Bairrada – Três Vindimas de Excelência: 1991, 2001 e 2011" - Luís Lopes

 Já tinha ouvido falar das grandiosas  e surpreendentes provas dirigidas e comentadas por Luís Lopes, no entanto, ainda assim, no final desta, estava de queixo caído, ou melhor, de palato caído :-P

23 vinhos, 23 histórias, 23 momentos extraordinários...
Para o post não se tornar demasiado longo, vou falar-vos apenas de três desses momentos.
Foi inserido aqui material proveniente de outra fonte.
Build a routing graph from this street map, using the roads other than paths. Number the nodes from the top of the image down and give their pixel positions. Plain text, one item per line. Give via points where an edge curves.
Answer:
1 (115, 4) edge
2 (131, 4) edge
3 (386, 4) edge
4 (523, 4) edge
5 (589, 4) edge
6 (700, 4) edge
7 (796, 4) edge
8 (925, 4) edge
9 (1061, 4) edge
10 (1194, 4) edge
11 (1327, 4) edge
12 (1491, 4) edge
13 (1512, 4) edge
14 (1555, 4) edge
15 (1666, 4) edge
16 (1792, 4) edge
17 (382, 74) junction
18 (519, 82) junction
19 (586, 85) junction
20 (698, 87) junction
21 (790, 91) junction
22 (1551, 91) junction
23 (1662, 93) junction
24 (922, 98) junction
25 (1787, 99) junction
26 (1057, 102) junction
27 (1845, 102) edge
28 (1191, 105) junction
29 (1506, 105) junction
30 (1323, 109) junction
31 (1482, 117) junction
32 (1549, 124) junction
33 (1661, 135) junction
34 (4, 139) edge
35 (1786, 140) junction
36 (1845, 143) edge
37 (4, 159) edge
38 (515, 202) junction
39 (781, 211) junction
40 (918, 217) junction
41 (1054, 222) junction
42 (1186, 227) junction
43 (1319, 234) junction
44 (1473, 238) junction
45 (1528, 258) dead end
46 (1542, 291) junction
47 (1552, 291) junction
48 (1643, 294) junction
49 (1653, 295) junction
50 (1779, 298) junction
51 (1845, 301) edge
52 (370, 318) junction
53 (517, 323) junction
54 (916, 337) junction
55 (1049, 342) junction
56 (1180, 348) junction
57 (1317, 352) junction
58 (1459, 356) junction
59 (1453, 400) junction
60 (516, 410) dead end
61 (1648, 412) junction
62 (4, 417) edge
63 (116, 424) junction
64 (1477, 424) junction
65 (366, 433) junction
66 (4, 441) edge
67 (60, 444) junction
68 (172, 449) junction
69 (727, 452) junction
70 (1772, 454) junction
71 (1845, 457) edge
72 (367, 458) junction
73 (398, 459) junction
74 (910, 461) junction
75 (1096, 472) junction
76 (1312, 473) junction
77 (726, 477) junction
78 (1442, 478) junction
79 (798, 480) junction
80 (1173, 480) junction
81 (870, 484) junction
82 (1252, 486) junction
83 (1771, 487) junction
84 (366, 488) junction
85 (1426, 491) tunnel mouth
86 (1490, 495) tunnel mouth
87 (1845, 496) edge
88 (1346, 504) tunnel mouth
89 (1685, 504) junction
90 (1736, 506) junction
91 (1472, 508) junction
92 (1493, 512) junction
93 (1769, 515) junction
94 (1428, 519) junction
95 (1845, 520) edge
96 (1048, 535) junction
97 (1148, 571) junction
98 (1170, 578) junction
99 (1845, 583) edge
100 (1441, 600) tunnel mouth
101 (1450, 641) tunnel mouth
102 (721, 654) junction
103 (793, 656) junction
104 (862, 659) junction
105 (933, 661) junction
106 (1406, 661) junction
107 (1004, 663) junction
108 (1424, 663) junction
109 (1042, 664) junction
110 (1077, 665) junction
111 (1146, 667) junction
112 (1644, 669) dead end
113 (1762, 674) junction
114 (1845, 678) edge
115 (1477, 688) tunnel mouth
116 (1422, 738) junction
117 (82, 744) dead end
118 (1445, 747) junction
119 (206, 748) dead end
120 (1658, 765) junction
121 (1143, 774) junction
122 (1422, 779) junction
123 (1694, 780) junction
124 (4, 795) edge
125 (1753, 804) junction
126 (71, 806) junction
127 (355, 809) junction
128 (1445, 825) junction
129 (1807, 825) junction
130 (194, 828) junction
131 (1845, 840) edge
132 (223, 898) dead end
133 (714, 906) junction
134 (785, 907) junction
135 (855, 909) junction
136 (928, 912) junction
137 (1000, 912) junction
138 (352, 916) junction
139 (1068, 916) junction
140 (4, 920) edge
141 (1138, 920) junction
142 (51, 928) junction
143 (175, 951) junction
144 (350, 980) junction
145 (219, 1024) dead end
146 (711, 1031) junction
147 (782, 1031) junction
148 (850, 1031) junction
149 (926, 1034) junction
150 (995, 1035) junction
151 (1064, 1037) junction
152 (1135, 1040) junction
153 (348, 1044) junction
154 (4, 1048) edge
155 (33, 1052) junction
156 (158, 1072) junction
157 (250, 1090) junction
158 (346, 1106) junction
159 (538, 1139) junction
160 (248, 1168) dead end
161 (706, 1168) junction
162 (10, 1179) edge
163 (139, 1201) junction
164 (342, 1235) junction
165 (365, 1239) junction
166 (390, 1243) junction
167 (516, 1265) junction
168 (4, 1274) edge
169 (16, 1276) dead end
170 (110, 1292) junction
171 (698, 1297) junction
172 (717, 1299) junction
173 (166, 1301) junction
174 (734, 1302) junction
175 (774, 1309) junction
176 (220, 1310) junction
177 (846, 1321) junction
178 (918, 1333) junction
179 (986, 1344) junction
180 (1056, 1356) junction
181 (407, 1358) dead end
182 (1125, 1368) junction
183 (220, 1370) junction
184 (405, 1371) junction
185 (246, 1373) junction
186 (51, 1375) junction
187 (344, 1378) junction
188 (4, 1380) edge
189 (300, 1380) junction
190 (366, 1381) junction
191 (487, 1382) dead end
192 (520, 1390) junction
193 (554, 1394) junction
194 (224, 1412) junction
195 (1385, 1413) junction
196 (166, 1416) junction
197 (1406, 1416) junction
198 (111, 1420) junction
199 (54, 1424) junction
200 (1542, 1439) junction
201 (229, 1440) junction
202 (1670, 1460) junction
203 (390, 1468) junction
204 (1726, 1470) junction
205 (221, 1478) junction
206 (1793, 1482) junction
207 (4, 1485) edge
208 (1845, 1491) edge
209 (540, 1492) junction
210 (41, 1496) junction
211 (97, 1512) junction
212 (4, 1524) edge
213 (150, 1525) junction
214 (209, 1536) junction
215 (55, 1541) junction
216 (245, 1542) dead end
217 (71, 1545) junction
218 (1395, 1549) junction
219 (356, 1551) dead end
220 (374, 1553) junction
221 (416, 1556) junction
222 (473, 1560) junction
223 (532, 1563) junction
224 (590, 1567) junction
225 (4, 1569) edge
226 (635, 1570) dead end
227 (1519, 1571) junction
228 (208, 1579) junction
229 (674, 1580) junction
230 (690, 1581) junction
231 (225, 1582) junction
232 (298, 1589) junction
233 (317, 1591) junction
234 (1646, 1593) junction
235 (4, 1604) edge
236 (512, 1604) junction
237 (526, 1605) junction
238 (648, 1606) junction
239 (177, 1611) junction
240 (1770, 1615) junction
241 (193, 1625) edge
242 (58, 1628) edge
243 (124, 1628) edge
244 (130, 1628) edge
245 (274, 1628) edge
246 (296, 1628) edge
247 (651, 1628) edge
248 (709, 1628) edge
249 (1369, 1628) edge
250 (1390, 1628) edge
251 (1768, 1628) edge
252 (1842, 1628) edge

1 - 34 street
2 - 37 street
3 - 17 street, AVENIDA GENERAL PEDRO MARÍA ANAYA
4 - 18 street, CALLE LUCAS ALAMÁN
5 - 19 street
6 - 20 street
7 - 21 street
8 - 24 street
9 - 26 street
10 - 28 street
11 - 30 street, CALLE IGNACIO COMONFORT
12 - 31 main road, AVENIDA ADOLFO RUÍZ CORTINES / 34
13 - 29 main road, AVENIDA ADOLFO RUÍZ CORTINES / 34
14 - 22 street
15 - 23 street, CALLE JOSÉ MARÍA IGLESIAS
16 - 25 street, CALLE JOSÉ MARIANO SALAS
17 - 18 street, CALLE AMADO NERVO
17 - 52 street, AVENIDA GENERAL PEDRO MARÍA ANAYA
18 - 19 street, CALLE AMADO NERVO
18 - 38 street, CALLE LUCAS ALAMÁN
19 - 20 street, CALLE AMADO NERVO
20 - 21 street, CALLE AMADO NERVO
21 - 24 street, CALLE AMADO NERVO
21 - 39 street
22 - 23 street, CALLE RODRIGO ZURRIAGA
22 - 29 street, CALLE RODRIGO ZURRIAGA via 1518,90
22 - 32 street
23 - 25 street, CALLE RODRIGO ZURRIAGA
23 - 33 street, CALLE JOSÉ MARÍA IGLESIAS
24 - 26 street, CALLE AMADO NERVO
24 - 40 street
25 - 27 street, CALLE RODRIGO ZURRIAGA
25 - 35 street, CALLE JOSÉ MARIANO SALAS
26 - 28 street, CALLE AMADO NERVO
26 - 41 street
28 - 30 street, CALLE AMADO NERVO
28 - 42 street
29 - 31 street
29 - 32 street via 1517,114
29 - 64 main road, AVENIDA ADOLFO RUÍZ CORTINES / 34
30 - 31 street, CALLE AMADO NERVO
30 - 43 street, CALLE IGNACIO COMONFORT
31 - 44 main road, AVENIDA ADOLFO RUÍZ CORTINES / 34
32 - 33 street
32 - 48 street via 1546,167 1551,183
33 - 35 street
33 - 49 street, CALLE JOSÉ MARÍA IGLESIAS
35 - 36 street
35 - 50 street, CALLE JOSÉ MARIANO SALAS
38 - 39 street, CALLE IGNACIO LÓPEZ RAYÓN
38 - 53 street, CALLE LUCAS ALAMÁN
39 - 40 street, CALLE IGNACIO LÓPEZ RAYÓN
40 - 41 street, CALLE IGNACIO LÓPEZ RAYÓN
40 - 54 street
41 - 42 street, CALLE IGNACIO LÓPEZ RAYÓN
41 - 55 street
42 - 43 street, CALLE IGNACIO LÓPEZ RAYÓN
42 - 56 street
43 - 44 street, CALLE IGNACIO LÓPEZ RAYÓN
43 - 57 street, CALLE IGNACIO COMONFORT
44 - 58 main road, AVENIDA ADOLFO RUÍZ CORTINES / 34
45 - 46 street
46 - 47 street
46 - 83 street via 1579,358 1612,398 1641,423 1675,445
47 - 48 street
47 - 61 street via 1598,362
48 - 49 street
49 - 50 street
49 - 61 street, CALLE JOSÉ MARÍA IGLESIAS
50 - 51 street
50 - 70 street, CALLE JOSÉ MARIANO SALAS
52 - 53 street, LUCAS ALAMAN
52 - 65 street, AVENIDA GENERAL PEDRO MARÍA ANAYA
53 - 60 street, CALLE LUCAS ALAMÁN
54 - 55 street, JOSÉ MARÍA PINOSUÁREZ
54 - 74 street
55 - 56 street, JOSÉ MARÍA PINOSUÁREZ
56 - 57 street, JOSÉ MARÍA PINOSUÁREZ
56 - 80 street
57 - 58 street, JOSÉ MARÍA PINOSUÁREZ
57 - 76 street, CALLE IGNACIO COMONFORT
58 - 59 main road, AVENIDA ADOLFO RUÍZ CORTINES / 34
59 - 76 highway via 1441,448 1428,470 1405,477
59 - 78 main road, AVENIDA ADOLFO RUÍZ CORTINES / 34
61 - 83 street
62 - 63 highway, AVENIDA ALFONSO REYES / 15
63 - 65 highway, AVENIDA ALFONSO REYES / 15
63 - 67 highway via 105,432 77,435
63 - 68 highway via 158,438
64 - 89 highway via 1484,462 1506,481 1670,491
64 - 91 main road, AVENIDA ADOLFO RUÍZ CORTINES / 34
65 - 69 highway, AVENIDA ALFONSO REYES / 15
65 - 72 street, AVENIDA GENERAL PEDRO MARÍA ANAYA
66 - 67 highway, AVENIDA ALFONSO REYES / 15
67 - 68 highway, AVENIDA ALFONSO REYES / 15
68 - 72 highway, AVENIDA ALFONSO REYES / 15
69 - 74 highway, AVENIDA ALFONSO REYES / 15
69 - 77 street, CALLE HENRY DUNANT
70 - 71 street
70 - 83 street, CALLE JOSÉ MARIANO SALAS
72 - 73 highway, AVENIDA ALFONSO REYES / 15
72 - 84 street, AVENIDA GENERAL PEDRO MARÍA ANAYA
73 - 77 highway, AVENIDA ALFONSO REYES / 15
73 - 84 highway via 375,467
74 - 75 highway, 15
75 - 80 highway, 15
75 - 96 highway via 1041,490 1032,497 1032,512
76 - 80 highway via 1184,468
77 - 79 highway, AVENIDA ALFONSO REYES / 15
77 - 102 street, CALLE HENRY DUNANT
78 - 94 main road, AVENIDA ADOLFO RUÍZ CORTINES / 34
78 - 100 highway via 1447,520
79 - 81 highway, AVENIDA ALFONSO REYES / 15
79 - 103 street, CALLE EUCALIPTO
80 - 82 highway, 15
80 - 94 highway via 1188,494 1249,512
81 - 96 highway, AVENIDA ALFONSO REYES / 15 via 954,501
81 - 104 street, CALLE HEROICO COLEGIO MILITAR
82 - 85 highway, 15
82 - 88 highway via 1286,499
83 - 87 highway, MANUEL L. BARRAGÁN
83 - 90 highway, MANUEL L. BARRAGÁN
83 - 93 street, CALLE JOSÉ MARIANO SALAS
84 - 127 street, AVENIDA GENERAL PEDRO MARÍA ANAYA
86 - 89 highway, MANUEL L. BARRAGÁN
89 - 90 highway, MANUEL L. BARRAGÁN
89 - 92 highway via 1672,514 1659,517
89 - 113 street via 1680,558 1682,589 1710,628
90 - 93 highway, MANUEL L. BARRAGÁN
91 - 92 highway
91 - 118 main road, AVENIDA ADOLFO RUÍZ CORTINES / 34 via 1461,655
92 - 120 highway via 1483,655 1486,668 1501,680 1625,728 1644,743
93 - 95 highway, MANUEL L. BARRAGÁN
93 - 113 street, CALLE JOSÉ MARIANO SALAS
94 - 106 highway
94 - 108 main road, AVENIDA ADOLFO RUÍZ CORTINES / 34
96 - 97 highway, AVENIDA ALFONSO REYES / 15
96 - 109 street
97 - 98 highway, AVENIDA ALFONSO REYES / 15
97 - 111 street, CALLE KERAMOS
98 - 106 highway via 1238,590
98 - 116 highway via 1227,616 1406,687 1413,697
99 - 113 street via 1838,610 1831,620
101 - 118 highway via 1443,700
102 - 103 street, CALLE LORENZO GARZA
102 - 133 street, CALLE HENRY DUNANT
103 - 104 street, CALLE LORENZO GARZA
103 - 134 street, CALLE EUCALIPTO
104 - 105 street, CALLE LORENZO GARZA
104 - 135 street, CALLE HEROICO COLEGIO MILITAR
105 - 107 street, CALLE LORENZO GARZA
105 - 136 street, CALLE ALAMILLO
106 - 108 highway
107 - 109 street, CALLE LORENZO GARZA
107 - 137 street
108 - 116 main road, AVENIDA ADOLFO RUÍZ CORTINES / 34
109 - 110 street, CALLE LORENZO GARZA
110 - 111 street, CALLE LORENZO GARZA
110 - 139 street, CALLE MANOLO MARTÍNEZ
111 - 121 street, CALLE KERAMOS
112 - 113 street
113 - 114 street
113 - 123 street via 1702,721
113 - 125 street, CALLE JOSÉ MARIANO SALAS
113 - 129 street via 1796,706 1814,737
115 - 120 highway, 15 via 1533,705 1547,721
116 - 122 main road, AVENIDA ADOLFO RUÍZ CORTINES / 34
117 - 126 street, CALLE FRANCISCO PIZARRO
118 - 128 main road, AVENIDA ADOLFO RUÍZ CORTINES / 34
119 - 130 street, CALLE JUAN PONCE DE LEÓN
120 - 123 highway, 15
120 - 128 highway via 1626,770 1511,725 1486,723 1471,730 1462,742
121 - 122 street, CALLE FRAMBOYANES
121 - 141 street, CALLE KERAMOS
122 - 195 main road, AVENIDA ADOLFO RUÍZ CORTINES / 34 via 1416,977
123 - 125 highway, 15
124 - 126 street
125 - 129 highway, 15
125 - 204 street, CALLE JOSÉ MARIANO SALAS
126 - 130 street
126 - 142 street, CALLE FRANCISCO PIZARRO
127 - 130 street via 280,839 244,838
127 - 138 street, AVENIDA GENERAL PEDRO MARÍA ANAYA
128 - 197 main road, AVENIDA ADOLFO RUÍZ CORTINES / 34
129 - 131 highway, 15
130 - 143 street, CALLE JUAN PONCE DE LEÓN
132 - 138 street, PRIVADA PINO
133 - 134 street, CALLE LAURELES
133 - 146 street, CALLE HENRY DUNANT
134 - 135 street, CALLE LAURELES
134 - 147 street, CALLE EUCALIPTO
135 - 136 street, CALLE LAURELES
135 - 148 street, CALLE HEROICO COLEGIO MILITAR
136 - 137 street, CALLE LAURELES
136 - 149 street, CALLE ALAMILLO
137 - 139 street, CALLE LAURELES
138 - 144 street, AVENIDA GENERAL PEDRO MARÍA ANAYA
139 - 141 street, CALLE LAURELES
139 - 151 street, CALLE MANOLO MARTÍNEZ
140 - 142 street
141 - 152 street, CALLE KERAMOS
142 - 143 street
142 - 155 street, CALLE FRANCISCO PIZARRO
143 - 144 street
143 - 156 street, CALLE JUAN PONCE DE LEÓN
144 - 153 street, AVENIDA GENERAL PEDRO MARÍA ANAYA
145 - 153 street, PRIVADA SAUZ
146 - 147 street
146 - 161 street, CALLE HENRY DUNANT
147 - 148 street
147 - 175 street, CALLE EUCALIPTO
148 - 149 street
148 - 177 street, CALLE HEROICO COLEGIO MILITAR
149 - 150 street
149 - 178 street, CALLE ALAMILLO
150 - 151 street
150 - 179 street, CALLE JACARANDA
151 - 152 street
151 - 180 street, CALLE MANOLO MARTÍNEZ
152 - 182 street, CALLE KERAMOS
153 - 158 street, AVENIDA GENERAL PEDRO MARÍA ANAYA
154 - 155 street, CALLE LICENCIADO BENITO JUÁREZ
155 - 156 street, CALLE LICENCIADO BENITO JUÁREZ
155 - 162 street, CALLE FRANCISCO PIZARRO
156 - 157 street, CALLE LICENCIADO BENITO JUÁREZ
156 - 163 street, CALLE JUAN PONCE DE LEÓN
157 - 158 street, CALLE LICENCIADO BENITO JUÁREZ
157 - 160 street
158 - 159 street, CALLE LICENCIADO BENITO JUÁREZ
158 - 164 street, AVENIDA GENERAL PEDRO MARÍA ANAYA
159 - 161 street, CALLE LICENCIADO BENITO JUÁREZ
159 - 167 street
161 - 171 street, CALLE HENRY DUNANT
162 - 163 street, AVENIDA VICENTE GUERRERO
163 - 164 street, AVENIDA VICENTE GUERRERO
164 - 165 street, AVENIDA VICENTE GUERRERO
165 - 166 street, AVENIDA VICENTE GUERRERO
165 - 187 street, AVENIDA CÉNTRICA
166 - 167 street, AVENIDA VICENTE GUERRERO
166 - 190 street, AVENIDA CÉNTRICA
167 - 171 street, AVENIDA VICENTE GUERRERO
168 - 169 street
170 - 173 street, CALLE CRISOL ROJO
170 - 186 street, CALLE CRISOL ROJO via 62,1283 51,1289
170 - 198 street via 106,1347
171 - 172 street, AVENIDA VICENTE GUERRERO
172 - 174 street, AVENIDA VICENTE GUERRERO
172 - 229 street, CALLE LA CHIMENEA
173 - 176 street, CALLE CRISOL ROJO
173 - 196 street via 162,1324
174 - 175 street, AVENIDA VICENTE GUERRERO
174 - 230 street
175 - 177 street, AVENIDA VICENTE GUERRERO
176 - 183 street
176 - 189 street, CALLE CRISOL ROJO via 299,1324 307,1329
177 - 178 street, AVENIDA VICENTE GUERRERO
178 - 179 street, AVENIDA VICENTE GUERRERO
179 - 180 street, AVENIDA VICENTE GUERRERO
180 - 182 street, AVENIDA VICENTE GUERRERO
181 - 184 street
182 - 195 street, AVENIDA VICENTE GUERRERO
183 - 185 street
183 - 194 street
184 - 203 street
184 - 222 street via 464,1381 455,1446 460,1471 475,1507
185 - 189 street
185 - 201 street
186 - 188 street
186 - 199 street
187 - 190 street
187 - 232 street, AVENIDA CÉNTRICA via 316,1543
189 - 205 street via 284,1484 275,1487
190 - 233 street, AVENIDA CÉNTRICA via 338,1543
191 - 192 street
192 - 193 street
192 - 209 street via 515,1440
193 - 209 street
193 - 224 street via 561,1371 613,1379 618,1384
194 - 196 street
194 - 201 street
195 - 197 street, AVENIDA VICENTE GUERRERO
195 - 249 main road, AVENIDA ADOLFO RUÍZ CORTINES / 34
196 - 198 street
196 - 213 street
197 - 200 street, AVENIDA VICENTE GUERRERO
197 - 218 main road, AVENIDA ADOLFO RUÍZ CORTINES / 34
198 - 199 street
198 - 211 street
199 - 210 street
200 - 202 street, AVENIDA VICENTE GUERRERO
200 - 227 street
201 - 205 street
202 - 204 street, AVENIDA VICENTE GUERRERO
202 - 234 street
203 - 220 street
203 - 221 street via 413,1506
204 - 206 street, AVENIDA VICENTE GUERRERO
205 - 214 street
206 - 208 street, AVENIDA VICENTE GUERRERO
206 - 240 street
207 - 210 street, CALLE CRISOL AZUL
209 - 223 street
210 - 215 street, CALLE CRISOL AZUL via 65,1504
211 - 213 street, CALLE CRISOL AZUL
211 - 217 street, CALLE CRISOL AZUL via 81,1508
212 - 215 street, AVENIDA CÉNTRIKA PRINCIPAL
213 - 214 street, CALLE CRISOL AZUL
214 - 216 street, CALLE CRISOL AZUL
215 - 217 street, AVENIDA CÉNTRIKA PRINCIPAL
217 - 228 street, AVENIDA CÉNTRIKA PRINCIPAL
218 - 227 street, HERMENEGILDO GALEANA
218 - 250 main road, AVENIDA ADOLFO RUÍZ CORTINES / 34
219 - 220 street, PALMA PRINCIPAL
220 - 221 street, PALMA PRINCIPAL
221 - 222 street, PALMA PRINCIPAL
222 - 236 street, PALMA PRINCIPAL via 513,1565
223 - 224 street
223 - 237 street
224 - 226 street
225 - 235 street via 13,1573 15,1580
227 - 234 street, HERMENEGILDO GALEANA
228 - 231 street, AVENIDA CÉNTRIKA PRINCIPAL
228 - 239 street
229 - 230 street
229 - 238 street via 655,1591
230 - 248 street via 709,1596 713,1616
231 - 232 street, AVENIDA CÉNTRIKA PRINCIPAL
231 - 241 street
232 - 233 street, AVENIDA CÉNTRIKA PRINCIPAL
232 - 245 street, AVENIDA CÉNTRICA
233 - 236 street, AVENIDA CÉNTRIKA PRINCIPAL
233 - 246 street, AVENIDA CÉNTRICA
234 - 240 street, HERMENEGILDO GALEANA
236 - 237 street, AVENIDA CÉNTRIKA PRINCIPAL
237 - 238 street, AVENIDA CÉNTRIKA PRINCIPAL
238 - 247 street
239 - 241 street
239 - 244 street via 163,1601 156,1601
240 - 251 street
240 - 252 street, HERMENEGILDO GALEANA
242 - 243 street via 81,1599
O primeiro, o extraordinário Confirmado Marquês de Marialva 1991 garrafa imperial; possuidor de uma cor ruby atijolada espectacular, brinda-nos mais tarde com figos secos, sous-bois, resina, amêndoas e tabaco. O nariz deste vinho é extraordinário, grandioso e aristocrata. Poliu os vinhos de uma maneira extraordinária. Sei que estou a usar esta palavra bastantes vezes, mas este vinho é ... extraordinário :-P Seco, fresco, elegante, harmonioso e bastante complexo. Adorei a conversa que tive com este vinho.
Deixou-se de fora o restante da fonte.